RAP’s recommended action course is simple solutions. Toronto should work with RAP to implement more monitoring programs. The master plan must continue to be balanced from all three tiers of government. Infrastructure for water improvement must continue to be restored to see significant changes. Shoreline cleanup must be instituted to see a sizable impact on the trash situation. Community outreach programs like Yellow Fish Road must be supported to see awareness for the effect on water increase.

All of these plans are logical. The trouble is there is such a wide gap in the funds needed to see the plans become reality already. The water seepage problem seems to be the size of an elephant. We have controlled the floods for now, but with Hurricane Irma bringing new storm systems to the Atlantic seaboard, we may see the outlying floods increase the existing problem. The precarious balance of control and impairment is a hair’s breadth from tipping in this situation.
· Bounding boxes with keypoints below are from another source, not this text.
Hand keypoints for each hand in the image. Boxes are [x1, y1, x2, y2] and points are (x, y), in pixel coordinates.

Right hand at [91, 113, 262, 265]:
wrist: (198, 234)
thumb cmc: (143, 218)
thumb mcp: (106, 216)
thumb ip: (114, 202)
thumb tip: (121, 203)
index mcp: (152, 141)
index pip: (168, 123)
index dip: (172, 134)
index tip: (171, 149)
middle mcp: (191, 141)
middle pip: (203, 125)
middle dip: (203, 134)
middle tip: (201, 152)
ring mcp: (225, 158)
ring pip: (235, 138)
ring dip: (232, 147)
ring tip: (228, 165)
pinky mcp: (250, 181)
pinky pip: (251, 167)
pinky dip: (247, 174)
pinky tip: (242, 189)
Unless the community works together.

How to eat an elephant 

If left unattended, our water problem will become uncontrollable. The city government cannot flush funds to the growing need for a master plan. That’s where the non-profit sustainability projects come in.

How do you eat an elephant, ladies, and gentlemen? One grant at a time.

Our solution comes from plumbing companies and the community owners of them teaming together to donate materials for infrastructure institutions. Company grants donated to community projects like Love Your Lake and A Greener Lake will put the right resources into the hands of those who can move faster than the government to provide cleanup crews, water tests, and repairs in areas that belong to the private community.

An investment in your future  

Plumbing companies local to Toronto may be in the competition via sales, but water conservation is where you come together. Donating to local group efforts and hosting councils of your own is essentially an investment in your own future. As plumbing businesses, you cannot continue to operate with water conserved for the future. Water is the immutable factor that must be consciously given back to the community or there will be no development in any sector of Toronto’s progress. The air, the soil, the agriculture products all depend on the sanctity of the water.

As individuals, see to it that your own vested skills and interests contribute to the conservation effort. If nothing else, several individuals with shared tools can rebuild a city faster than groups and initiatives ever can.